* [WHAT NEEDS TO BE DONE]:
Copy each line of the following data that contains "name".

[Collected data entries]
++++
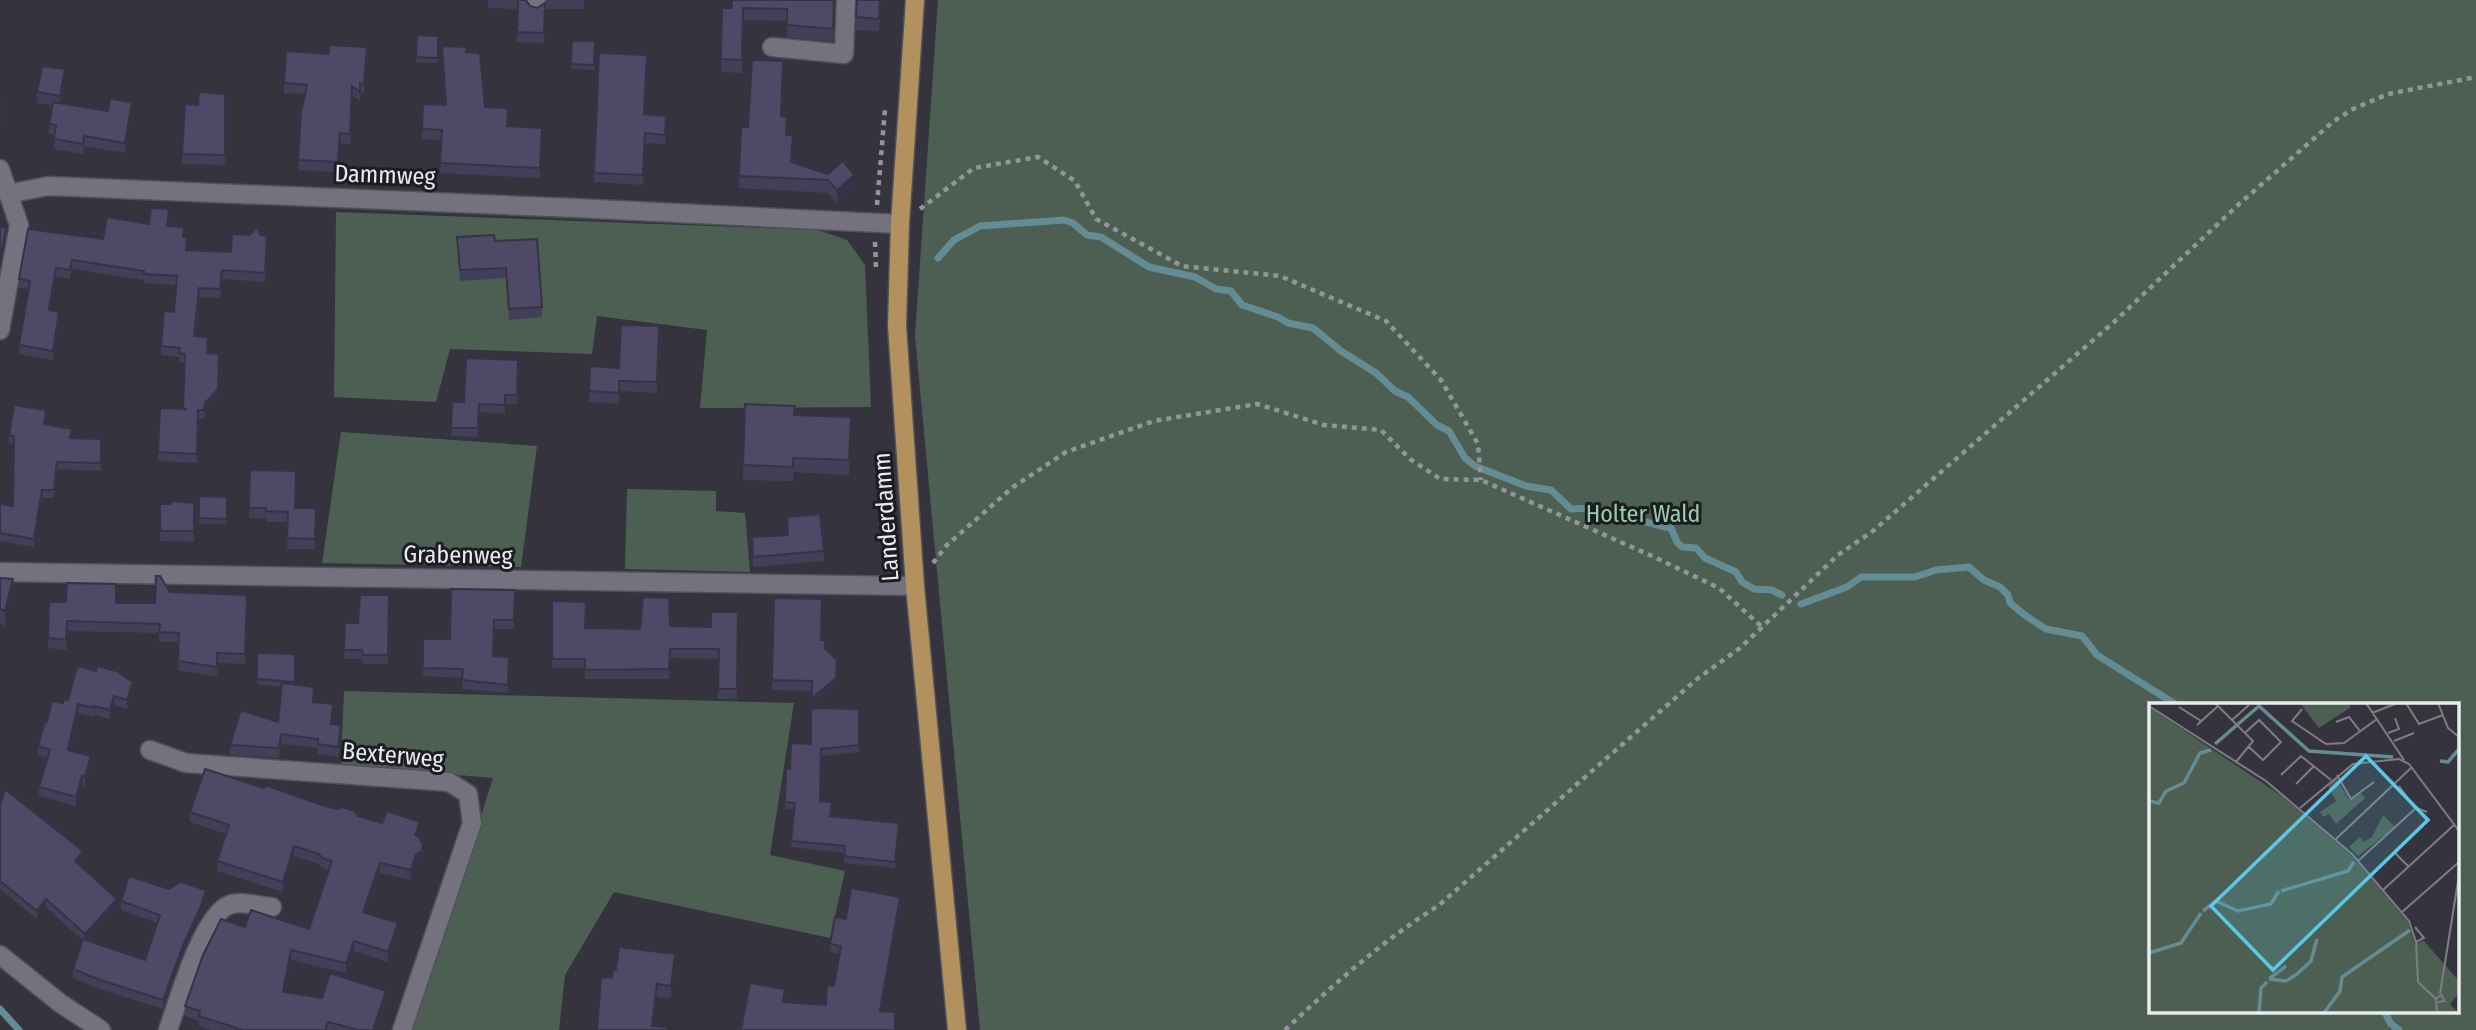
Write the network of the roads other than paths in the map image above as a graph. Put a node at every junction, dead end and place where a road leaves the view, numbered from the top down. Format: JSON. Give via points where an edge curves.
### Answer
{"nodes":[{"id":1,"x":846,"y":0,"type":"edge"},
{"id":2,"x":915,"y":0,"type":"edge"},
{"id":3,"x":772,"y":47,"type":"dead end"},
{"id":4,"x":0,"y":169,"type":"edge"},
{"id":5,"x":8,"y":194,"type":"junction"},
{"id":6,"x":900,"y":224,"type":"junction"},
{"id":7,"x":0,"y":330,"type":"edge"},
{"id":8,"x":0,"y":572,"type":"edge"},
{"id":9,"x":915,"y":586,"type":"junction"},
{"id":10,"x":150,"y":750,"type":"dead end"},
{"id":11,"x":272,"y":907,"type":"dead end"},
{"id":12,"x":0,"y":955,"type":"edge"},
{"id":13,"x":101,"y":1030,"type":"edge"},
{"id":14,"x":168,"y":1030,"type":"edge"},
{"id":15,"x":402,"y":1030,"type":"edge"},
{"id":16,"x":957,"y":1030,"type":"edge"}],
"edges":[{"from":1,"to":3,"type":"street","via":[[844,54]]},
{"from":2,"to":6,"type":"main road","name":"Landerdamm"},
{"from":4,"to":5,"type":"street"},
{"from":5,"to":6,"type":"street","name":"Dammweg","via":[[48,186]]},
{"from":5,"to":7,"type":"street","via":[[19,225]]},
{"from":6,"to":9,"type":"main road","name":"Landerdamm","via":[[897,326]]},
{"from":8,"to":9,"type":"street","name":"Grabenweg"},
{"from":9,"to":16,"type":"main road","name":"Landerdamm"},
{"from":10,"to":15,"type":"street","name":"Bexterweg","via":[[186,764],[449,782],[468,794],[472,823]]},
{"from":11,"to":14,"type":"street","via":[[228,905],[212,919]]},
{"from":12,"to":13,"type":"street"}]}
++++
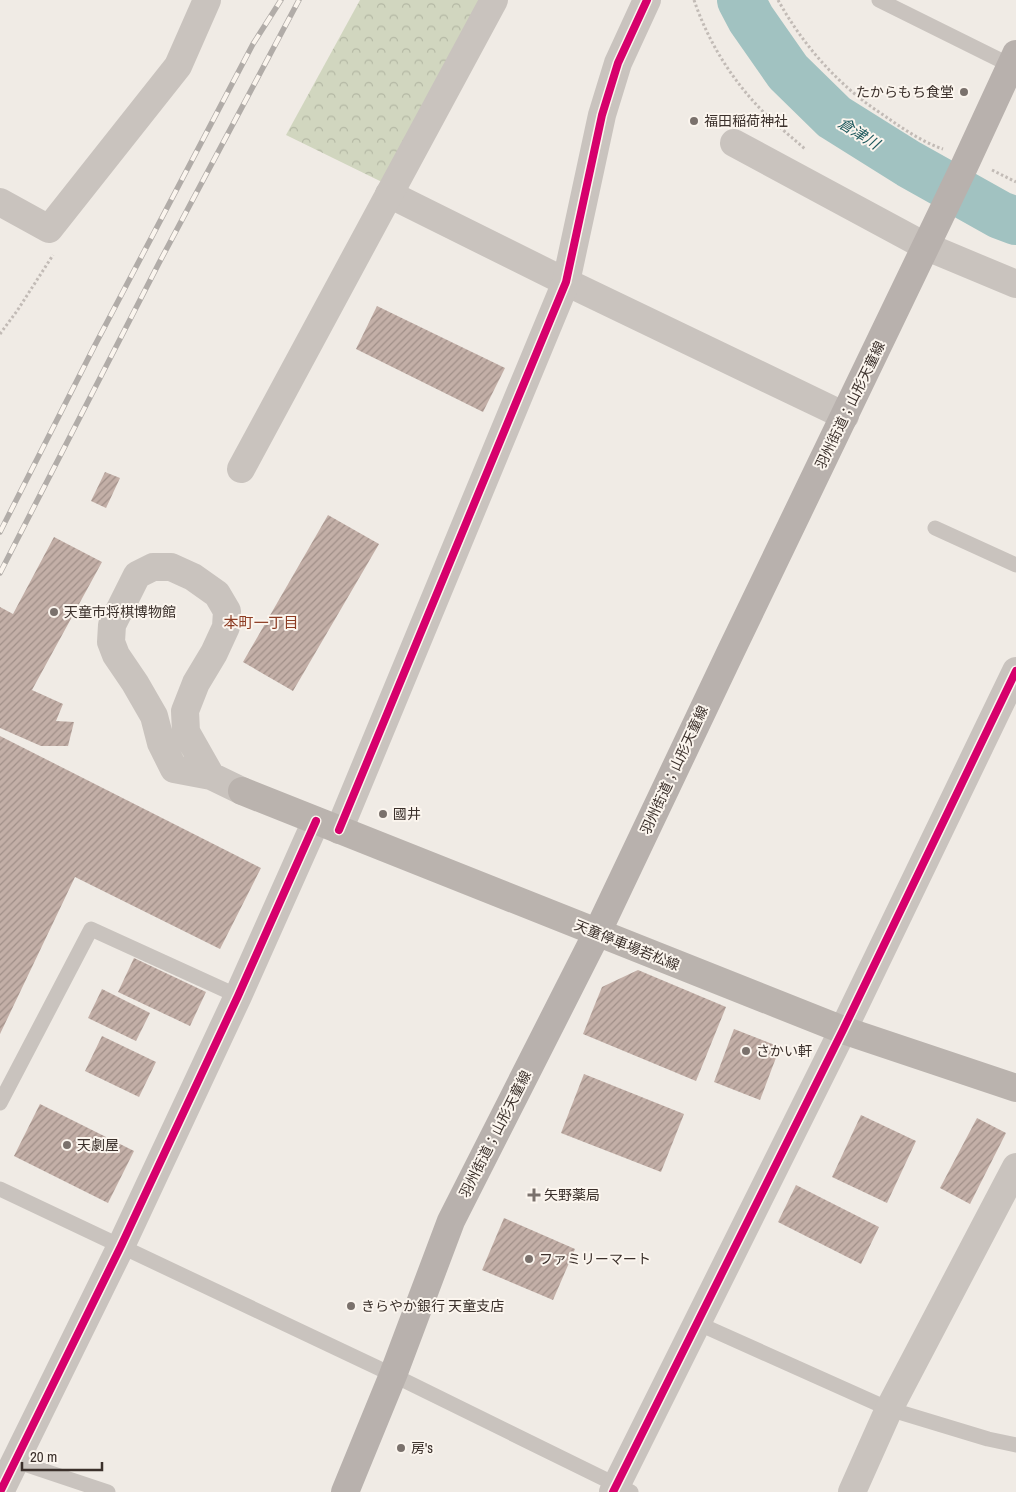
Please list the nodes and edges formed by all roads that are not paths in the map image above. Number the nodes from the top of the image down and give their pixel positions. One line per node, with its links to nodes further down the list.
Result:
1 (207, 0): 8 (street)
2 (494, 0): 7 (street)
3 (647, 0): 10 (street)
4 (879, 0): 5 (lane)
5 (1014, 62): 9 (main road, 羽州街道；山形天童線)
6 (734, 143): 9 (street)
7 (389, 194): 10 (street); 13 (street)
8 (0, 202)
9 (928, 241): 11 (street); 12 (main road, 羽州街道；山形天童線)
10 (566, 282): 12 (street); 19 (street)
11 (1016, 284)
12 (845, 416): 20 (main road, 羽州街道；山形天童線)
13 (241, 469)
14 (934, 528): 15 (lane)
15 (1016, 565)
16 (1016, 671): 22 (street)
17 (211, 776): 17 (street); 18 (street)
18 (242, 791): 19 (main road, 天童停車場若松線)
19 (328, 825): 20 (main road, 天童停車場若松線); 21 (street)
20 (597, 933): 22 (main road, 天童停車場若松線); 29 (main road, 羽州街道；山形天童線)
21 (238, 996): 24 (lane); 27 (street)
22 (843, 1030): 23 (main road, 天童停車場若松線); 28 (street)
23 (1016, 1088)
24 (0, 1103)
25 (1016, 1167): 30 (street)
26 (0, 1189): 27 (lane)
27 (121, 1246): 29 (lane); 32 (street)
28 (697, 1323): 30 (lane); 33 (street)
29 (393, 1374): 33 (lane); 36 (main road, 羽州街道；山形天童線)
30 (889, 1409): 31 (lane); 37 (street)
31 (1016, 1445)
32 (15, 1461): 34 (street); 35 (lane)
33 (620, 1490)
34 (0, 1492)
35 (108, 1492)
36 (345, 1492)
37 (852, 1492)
++++
* [COMPLETED TASK]:
{"from":2,"to":6,"type":"main road","name":"Landerdamm"},
{"from":5,"to":6,"type":"street","name":"Dammweg","via":[[48,186]]},
{"from":6,"to":9,"type":"main road","name":"Landerdamm","via":[[897,326]]},
{"from":8,"to":9,"type":"street","name":"Grabenweg"},
{"from":9,"to":16,"type":"main road","name":"Landerdamm"},
{"from":10,"to":15,"type":"street","name":"Bexterweg","via":[[186,764],[449,782],[468,794],[472,823]]},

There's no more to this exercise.